El lugar y castillo de Torrijo sufrieron mucho durante la guerra de los dos Pedros. Como bien nos indica Zurita en sus Anales de Aragón, don Pedro IV mandó despoblar la mitad del lugar y fortificar la mitad que está sobre el río Manubles en 1357, accediéndose a la misma mediante una esbelta torre-puerta de piedra y tapial, rectagular y con arco apuntado, recrecida posteriormente con dos pisos de arquerías renacentistas de ladrillo. Actualmente en muy buen estado de conservación.
A pocos kilómetros Villalengua (Villa de las zarzas), no conserva restos de fortificación aunque permanece el nombre de la plaza del Castillo en un emplazamiento magnífico en la zona alta de un cerro. Sus habitantes son los villalengüinos o también camuesos, nombre éste debido a una variedad de manzana que abundaba en la localidad. Diseminados por los alrededores del término municipal se encuentran vestigios de anteriores pobladores: prehistóricos, íberos, romanos, medievales, aún sin catalogar.
Villalengua conserva una costumbre inmemorial, A matar la vieja. En mitad de la Cuaresma los pequeños del pueblo recorren las calles parándose bajo los balcones y ventanas de las casas donde viven mujeres abuelas, mientras entonan una cancioncilla, a matar la vieja, ruin, ruin, ruin, esperando que les echen golosinas y monedas que, en disputada competencia van recogiendo del suelo.
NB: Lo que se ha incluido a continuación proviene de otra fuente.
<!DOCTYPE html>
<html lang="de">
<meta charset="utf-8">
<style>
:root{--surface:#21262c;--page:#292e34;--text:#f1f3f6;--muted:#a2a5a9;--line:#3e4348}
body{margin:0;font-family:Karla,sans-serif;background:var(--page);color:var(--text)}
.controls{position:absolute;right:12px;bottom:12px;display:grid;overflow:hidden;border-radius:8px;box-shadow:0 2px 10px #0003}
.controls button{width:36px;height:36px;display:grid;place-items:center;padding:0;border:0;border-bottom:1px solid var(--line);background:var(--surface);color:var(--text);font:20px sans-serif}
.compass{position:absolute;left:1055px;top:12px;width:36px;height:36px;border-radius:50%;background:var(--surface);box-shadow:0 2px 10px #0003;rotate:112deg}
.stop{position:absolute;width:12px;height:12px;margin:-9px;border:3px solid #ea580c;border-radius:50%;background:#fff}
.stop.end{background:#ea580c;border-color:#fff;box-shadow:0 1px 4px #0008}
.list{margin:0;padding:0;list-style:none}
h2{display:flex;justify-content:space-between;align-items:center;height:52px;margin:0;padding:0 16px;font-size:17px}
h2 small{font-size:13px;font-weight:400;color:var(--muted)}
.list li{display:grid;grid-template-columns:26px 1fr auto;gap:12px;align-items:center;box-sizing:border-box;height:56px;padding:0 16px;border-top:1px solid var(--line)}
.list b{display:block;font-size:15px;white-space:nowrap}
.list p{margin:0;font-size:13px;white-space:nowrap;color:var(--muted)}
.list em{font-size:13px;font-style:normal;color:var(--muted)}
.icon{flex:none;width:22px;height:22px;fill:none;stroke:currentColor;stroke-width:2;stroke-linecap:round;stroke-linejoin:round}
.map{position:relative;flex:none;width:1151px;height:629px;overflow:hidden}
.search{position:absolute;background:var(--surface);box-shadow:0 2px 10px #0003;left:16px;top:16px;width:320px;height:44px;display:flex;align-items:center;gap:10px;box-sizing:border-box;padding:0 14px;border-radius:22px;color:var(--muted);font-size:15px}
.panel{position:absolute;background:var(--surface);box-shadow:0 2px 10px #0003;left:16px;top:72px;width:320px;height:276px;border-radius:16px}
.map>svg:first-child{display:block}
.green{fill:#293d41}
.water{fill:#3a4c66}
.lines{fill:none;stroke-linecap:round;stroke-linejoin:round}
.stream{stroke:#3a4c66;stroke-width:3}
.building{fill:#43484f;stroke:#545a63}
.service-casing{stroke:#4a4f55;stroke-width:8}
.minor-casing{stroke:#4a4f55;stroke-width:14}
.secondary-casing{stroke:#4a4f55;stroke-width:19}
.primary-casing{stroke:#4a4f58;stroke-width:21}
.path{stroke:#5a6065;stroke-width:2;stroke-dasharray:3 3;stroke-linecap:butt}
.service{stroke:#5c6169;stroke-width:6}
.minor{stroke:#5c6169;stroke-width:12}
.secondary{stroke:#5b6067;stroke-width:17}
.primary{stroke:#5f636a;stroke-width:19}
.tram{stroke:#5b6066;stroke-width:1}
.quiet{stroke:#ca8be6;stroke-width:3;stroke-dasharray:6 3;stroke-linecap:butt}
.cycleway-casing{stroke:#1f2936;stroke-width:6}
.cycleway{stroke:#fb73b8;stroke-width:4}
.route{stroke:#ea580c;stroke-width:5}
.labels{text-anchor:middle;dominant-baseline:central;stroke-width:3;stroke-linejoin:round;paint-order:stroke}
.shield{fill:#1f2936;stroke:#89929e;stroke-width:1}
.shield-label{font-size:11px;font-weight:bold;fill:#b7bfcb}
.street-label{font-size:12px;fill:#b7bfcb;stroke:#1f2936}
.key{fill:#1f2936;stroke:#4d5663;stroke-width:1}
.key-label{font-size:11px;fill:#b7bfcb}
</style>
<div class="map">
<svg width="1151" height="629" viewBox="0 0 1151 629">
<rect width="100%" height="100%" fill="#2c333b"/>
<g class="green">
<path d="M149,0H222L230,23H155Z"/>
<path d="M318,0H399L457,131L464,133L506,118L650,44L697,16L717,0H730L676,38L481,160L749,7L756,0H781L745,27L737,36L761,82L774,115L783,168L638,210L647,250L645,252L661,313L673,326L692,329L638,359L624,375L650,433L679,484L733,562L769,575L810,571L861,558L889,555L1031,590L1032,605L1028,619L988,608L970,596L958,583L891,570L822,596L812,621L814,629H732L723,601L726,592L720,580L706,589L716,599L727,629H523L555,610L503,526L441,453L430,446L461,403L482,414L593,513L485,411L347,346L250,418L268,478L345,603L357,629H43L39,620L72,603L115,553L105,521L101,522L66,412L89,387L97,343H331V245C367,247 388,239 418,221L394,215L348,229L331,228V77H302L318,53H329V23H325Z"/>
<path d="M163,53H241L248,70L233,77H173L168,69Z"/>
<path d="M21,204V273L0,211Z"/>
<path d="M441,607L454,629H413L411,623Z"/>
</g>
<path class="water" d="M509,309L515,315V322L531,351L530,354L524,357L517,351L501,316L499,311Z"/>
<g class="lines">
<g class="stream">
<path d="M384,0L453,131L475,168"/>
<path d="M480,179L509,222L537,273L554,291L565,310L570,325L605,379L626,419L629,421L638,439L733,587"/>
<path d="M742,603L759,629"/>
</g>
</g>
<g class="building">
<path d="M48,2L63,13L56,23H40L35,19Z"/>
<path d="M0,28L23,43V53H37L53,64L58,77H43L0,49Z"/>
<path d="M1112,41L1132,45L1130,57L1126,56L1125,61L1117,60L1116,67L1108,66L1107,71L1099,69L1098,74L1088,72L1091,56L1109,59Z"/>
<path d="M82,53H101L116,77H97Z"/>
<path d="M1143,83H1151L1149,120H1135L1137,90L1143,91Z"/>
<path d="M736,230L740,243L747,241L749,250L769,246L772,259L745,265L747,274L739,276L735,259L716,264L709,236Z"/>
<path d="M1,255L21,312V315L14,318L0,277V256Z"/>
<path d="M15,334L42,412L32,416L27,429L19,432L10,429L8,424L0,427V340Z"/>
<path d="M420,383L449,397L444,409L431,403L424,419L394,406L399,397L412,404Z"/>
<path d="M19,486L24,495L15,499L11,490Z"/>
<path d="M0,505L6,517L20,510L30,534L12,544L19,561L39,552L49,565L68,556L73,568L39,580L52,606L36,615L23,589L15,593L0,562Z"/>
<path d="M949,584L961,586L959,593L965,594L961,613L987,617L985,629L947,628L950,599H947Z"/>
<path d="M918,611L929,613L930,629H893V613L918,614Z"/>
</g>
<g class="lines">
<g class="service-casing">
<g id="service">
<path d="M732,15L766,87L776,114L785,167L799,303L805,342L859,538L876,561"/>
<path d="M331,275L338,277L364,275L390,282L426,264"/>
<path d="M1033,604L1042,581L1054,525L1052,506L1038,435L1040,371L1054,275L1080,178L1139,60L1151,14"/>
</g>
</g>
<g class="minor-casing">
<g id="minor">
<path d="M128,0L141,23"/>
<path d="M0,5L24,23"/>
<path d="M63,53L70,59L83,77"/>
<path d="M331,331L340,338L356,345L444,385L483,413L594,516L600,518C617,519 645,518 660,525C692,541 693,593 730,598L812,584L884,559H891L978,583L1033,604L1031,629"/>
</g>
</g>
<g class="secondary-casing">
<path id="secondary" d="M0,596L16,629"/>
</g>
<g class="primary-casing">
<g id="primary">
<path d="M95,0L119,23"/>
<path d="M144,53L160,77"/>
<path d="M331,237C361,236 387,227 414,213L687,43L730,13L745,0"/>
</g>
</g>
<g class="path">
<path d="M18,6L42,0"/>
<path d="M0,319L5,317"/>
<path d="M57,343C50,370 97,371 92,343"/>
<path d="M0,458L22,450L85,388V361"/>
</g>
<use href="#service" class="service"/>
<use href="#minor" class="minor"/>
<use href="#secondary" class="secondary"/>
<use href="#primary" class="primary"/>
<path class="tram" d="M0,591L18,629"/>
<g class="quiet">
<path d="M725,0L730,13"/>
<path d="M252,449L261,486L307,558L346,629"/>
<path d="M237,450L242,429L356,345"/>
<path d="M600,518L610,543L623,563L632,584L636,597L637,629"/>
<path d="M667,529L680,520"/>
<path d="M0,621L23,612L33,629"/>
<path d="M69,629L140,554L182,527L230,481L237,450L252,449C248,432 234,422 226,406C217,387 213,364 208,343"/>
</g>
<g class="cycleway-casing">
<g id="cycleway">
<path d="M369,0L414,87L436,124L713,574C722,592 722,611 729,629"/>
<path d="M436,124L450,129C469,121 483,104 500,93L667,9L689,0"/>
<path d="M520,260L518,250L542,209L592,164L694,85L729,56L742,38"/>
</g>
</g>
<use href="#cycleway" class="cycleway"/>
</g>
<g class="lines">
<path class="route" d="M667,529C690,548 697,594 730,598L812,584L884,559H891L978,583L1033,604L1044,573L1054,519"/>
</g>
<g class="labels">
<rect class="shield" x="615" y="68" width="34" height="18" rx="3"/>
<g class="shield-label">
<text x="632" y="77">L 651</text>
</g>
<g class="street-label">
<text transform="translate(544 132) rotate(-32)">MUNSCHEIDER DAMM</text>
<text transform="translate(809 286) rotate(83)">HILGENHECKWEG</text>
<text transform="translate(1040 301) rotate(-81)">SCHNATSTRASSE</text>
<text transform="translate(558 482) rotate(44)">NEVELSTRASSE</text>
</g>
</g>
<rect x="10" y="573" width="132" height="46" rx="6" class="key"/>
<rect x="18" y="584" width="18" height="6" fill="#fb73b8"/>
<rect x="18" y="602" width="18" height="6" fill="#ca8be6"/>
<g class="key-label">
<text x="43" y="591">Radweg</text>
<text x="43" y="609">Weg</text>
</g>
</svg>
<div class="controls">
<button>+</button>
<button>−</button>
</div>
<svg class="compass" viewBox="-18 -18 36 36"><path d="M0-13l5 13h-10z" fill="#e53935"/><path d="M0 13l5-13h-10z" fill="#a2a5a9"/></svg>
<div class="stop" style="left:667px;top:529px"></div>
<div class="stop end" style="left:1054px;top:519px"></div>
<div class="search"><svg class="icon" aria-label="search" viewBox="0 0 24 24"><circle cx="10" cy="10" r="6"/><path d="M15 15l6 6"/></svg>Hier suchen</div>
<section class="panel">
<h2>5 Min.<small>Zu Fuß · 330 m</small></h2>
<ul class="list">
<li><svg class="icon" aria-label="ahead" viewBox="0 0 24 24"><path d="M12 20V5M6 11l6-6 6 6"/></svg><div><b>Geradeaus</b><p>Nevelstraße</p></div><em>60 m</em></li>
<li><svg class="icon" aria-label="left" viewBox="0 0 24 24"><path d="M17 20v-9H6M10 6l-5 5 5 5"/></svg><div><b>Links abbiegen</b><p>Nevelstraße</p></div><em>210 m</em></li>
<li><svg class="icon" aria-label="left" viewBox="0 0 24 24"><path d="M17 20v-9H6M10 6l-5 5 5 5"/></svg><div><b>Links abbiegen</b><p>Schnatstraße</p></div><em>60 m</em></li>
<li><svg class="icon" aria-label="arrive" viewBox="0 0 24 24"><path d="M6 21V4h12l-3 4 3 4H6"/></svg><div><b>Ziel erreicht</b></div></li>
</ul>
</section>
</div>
Finalizamos nuestro recorrido por el valle del Manubles en la localidad de Moros. El atractivo especial y único de Moros son las casas, cientos de casas, altas, apretadas, terrosas, hermosísimas, arracimadas en la vertiente soleada del monte, sobre la vega estrecha de huertos y de frutales bien regados. Las viviendas, levantadas con tapial y cubiertas por teja árabe de tonos rojizos y ocres, la calidez y la calidad plástica de un conjunto que resulta insuperable.
Moros conserva restos de un castillo musulmán que según la tradición mandó construir el rey Ayubb de Calatayud para residir en él durante los periodos de caza. Pero el verdadero protagonismo del castillo fue durante en la Guerra de los Dos Pedros. En una tierra de castillos como es la aragonesa, las fortificaciones del valle del Manubles son poco conocidas, mal conservadas y menos visitadas, pero de una importancia capital en este conflicto.
Desde hace unos años el valle de Manubles y la vertiente soriana del Moncayo lucha contra la explotación de una mina abierta de magnetitas en Borobia. La mina afectaría en el patrimonio medioambiental, paisajístico, agropecuario, cultural e histórico de los pueblos sus pueblos, así como a la población ya que también afecta al agua de boca.